York, Pa. — Processors serving the medical market should stay on top of rules and comments from regulatory bodies like the Food and Drug Administration, and standards groups such as ISO — and not simply rely on customers for that knowledge, a Saint-Gobain official said at the Engel Technology Symposium.
"The regulatory environment impacts everybody down the supply chain," said Robert Schwenker, business manager of medical components with the fluid systems business of Saint-Gobain Performance Plastics Corp. in Austin, Texas.
Technology dominated much of the event at injection molding press maker Engel Machinery Inc. in York, held April 26-27. Speakers talked molding, automation and molds, as they addressed medical the first day and packaging the second day.
Schwenker's topic was regulatory affairs.
"By reading what the FDA is putting out there, you can start to get ahead of what's going to be important in the next few years," he said.
Medical is a demanding market, but Schwenker said it's an uplifting business. At the end of the process, there's a patient who gets help.
Medical device manufacturers are looking to harness the expertise of plastics suppliers, but at the same time, the original equipment suppliers want the processors to assume more liability, Schwenker said.
"A lot of it is managing risk," he said.
Pay attention to what regulators say. Pay attention to what they do.
Schwenker encouraged plastics processors to keep up to date.
"How much risk is in the value chain and how much am I responsible for?" he said, adding that assessing risk up front is important.
The medical market demands thorough record keeping, and a "growing amount of paperwork," Schwenker said. Saint-Gobain has validation programs for new injection molding machines and facilities, and defined programs for new production introduction. The increased rules are important, but they can extend lead times, he said. That's why it's important to look ahead to likely future regulations, he added.
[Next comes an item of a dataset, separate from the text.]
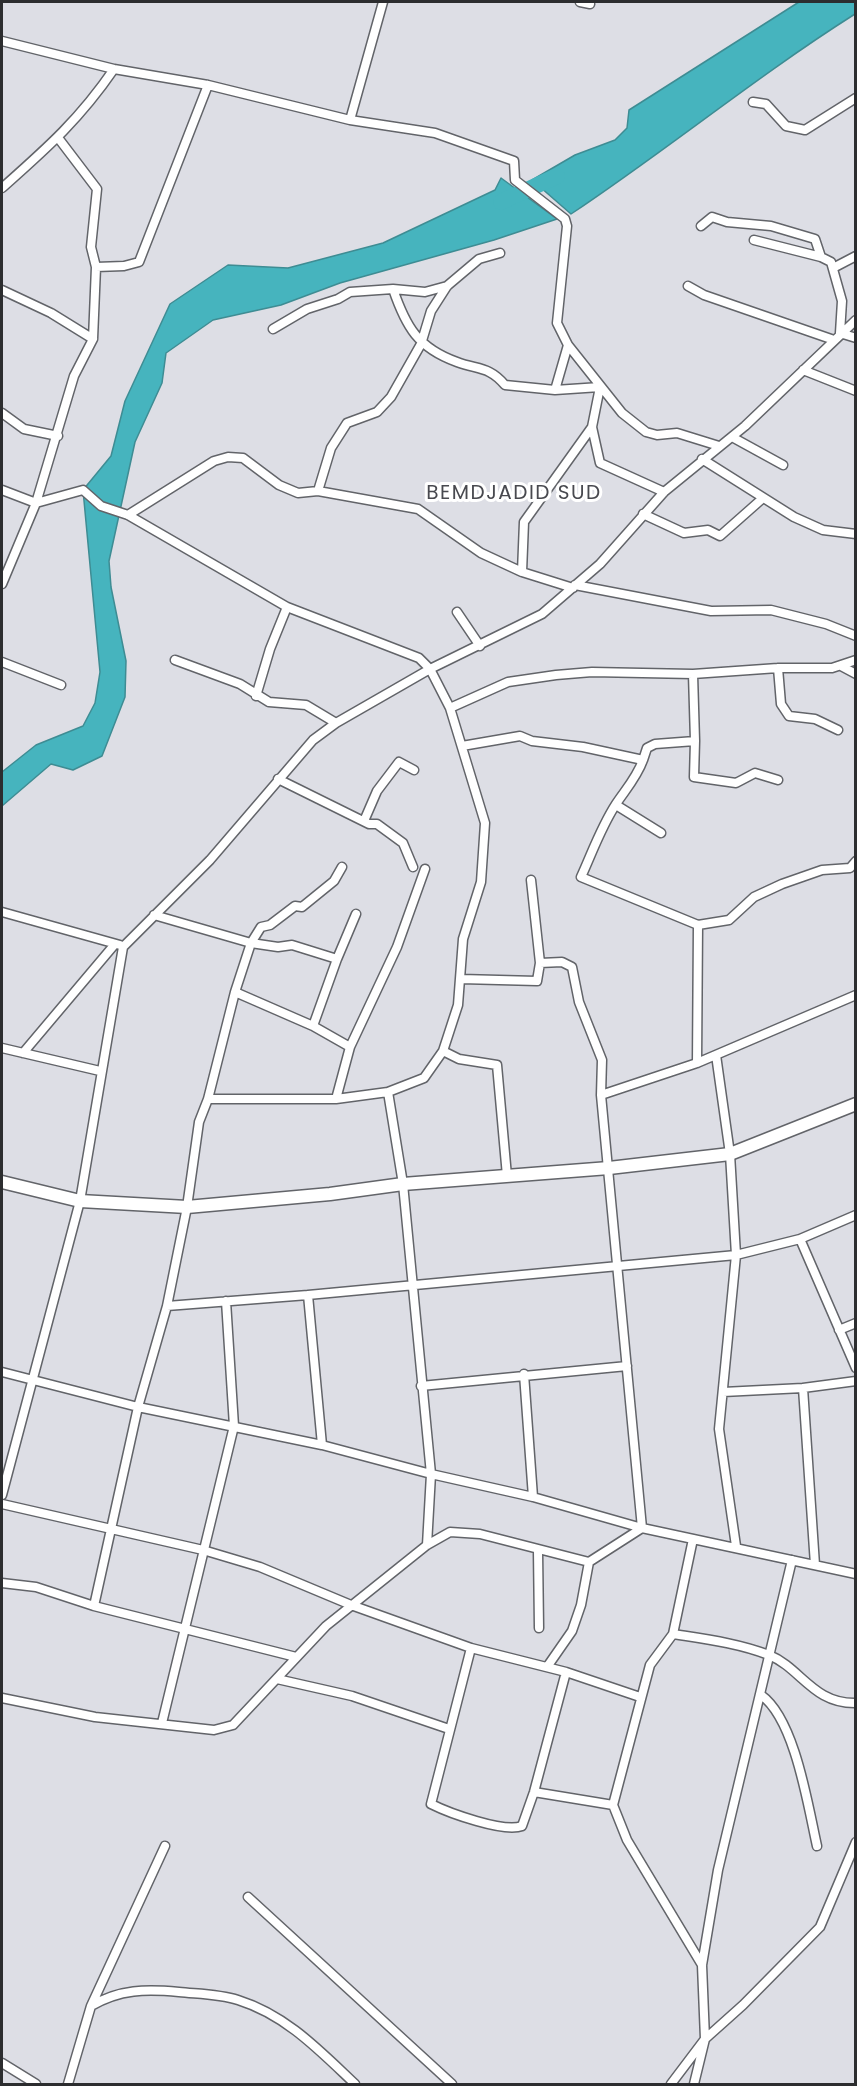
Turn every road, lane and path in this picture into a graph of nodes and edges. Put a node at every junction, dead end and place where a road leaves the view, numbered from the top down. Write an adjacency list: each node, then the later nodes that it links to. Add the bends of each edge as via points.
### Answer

"The idea that you put your head in the sand and say, I'm just an injection molder, isn't going to cut it," Schwenker said.
Engel ran five injection molding cells at the Technology Symposium, showing a "smart" e-motion machine with a clamping force of 85 tons running the company's iQ software offerings that continuously adjust the press, a 110-ton e-motion press molding a new dental-care brush, liquid silicone molding of a technical "duck bill" part on a 120-ton Victory Hy-Tech, an electronic part on an 85-ton Victory Hy-Spex press and a new injection blow molding system that turned out small bottles using a rotating cube.
Jan Nietsch, U.S.-based business development manager for robot maker Hekuma Group, said high-speed takeout robots can remove parts faster than in free-fall out of the mold, and orient them properly for vision-system inspection, cavity separation, downstream packaging and assembly and packaging. Medical accounts for half of Hekuma's business, he said.
Automation boosts quality and lower labor costs, which Nietsch said are climbing around the world.
"Humans are great robots, but they're dirty and they make a lot of mistakes," he deadpanned, as the audience at the symposium chuckled.
Engel Holding GmbH in Schwertberg, Austria, also makes 1,800 robots a year, said Stefan Aberl, Engel automation manager for North America. The company employs 450 in automation worldwide, a dozen of them in York.
For medical clean room molding, Aberl said, Engel can provide fully enclosed end-of-arm tooling and conveyor systems.